In the little rented cottage, hot water poured over Ursula’s skin, soothing her body. After washing her new bob and scrubbing down her body, she stepped out into the steamy, white-tiled bathroom. The glass of merlot she’d poured for herself earlier still stood on the tile counter. She dressed in a matching set of pink knickers and a bra, then pulled on a blue T-shirt and dried off her hair. But as she pulled open the door to the living room, she froze. Something felt wrong here, as if a powerful, dark magic was pooled in the room.
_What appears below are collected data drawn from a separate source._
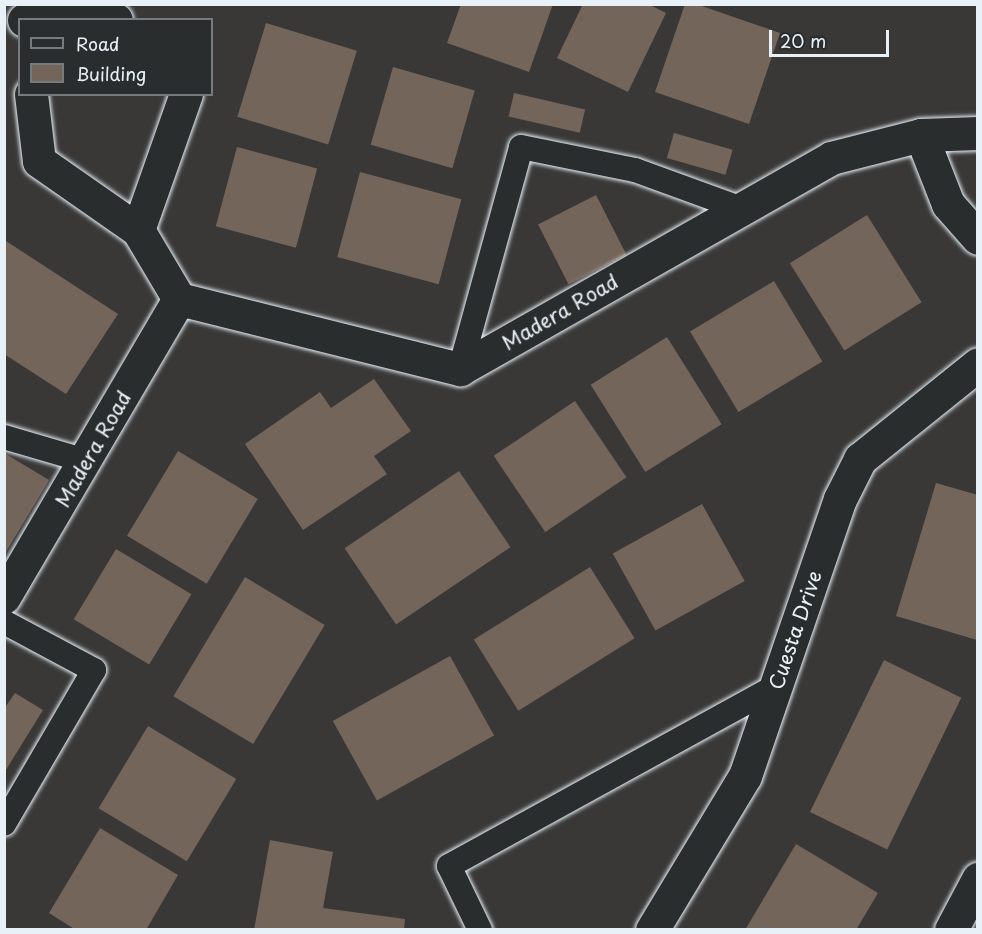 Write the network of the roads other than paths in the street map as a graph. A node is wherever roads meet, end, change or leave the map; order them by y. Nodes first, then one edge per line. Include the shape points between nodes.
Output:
1 (36, 18) edge
2 (111, 18) edge
3 (31, 96) edge
4 (185, 96) edge
5 (978, 133) edge
6 (921, 135) junction
7 (742, 209) junction
8 (138, 230) junction
9 (978, 238) edge
10 (179, 299) junction
11 (978, 364) edge
12 (460, 369) junction
13 (4, 437) edge
14 (86, 461) junction
15 (4, 597) edge
16 (4, 622) edge
17 (775, 687) junction
18 (4, 824) edge
19 (978, 879) edge
20 (480, 930) edge
21 (651, 930) edge
22 (951, 930) edge

1 - 2 street via 88,9
3 - 8 street via 39,161
4 - 8 street
5 - 6 street, Madera Road
6 - 7 street, Madera Road via 831,158
6 - 9 street via 948,204
7 - 12 street, Madera Road
7 - 12 lane via 635,170 521,147
8 - 10 street
10 - 12 street
10 - 14 street, Madera Road
11 - 17 street, Cuesta Drive via 860,459 840,499
13 - 14 lane
14 - 15 street, Madera Road
16 - 18 lane via 94,670
17 - 20 lane via 449,866
17 - 21 street, Cuesta Drive via 745,776
19 - 22 street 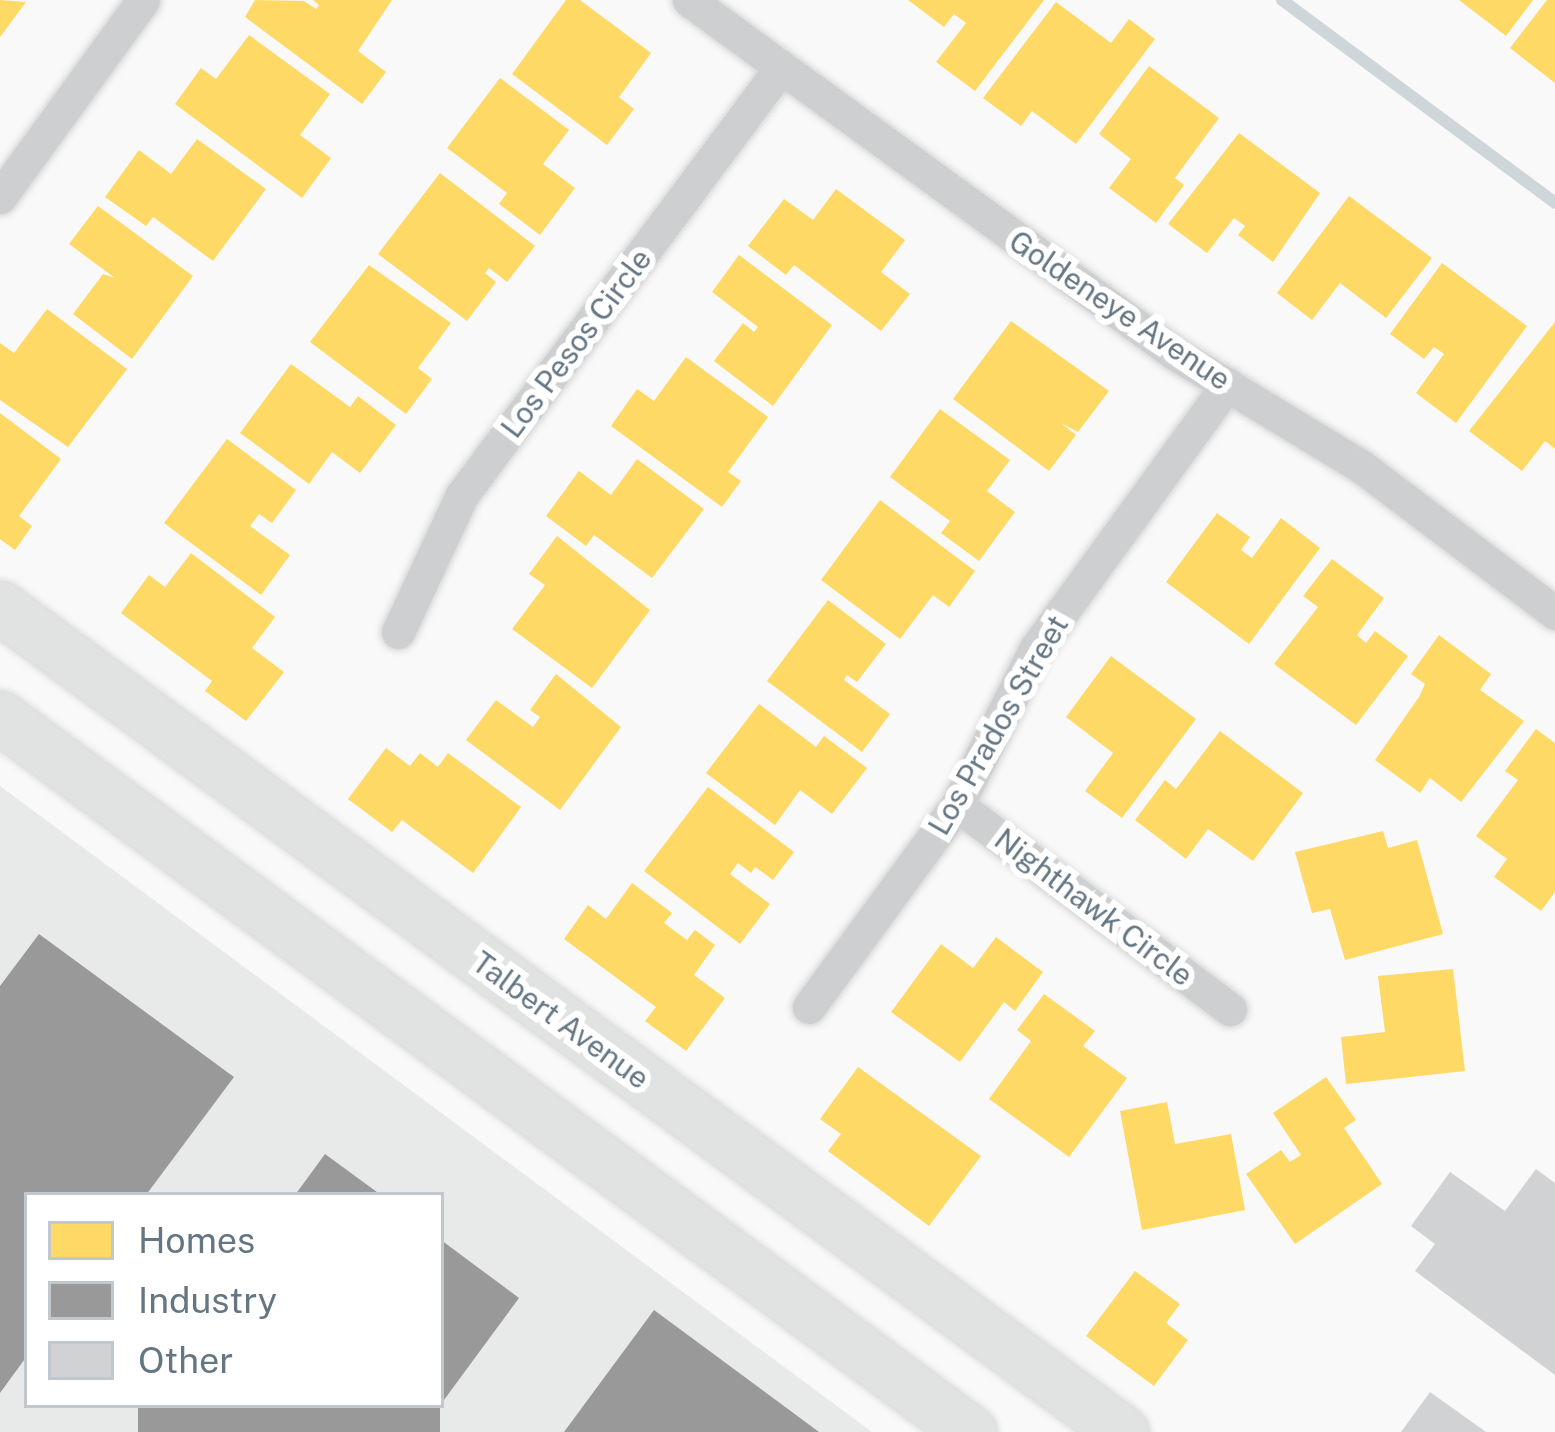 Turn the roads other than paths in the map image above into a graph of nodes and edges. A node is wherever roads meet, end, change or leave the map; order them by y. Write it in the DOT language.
graph roads {
  1 [pos="143,0"];
  2 [pos="689,0"];
  3 [pos="780,69"];
  4 [pos="0,197"];
  5 [pos="1228,384"];
  6 [pos="0,607"];
  7 [pos="1555,613"];
  8 [pos="398,632"];
  9 [pos="0,717"];
  10 [pos="957,805"];
  11 [pos="809,1007"];
  12 [pos="1230,1009"];
  13 [pos="970,1432"];
  14 [pos="1122,1432"];
  1 -- 4 [label="street"];
  2 -- 3 [label="street, Goldeneye Avenue"];
  3 -- 5 [label="street, Goldeneye Avenue"];
  3 -- 8 [label="street, Los Pesos Circle"];
  5 -- 7 [label="street, Goldeneye Avenue"];
  5 -- 10 [label="street, Los Prados Street"];
  6 -- 14 [label="main road, Talbert Avenue"];
  9 -- 13 [label="main road"];
  10 -- 11 [label="street, Los Prados Street"];
  10 -- 12 [label="street, Nighthawk Circle"];
}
Ursula flicked on the light in the living room, and her heart skipped a beat.

Bael stood barefoot in the center of the carpet, dressed in a black shirt and trousers far too small for him, his eyes the color of blood. Water drenched his clothing and hair, droplets sliding down his golden skin. Shadow magic whirled from his muscled body, seeming to snake and writhe along the vicious tattoos on his forearms.

Ursula dove for the katana, snatching it from where she had it hidden under the bed. Rolling to her feet. she pointed the blade at his chest. “Just trying to keep you at bay, my dear?—”

Bael growled and charged for her in a blur of shadow magic, ripping the sword from her grasp. The next thing she knew, he was pinning her to the wall by the fireplace, his powerful body pressed against hers, clothing dampening hers. He stared down at her, eyes blazing crimson.

“You made me into a monster.” he snarled, his hands gripping her wrists possessively. Shadows darkened the air around him, sending icy fear up her spine.

“You were going to die,” she said. “It was the only way.”

He leaned in, sniffing her throat, his eyes closing. For just a moment, his lips curled back from his teeth, and his mouth moved closer to her neck.

Bollocks.He was in complete control here, and there was not a damn thing she could do about it unless she wanted to burn him. But when his teeth grazed her neck—surprisingly gently—a shiver of pleasure rippled through her body. Strangely enough, she found herself tilting back her head, a silent invitation.

Bael smelled of sandalwood and sea air, and when he lifted his face from her neck, peering down at her, the blood-red seemed to fade. His irises slowly shaded back to pale gray ringed with deep blue, a stunning contrast with his gold skin, his black lashes. A dark heat burned in his eyes, and Ursula was struck once more by his godlike beauty. Slowly, the shadows around him receded, and he released his grip on her. For just a moment, he lifted his hand, rolling the ends of her shorn hair around his fingers. “You cut your hair.”

A smile curled her lips. “What do you think?”

“Beautiful.”

Heat warmed her core, and she smiled again.

Bael blinked as if waking from a dream and stepped away. For a few moments, they simply stared at each other, and Ursula tried desperately to clear her mind, to forget the feel of his powerful body against hers, or his mouth on her neck.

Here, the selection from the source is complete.